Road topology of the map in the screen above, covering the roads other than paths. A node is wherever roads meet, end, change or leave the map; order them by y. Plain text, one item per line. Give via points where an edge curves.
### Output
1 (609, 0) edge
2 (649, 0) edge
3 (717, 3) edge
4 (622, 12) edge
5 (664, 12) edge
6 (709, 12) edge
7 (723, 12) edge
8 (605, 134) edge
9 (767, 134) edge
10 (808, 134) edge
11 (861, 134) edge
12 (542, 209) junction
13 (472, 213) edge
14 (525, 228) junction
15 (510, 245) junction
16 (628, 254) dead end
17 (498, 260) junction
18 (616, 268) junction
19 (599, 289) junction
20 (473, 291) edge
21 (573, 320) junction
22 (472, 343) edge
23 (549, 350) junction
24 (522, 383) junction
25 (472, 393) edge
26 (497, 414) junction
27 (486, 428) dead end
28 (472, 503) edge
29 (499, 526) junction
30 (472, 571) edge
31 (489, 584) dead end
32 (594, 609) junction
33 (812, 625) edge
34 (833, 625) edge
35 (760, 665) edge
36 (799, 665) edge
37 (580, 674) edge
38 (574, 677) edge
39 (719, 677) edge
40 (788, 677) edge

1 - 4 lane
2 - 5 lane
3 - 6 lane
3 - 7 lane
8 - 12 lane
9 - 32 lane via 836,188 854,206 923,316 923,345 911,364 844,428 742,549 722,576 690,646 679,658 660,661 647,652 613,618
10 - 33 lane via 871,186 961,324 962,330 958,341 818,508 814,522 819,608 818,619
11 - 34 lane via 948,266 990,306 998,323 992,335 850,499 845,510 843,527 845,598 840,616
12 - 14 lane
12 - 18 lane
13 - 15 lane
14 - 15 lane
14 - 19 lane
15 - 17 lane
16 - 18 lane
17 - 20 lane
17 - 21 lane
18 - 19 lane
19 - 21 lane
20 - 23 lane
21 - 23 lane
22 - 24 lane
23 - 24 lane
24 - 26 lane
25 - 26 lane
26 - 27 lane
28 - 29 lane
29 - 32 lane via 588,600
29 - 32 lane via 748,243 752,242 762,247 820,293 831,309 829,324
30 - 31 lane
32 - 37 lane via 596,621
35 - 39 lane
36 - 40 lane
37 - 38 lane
------
- _Exercise brief_
Isolate each line of the listing above that includes "junction". Copy it.

- _Task solution_
12 (542, 209) junction
14 (525, 228) junction
15 (510, 245) junction
17 (498, 260) junction
18 (616, 268) junction
19 (599, 289) junction
21 (573, 320) junction
23 (549, 350) junction
24 (522, 383) junction
26 (497, 414) junction
29 (499, 526) junction
32 (594, 609) junction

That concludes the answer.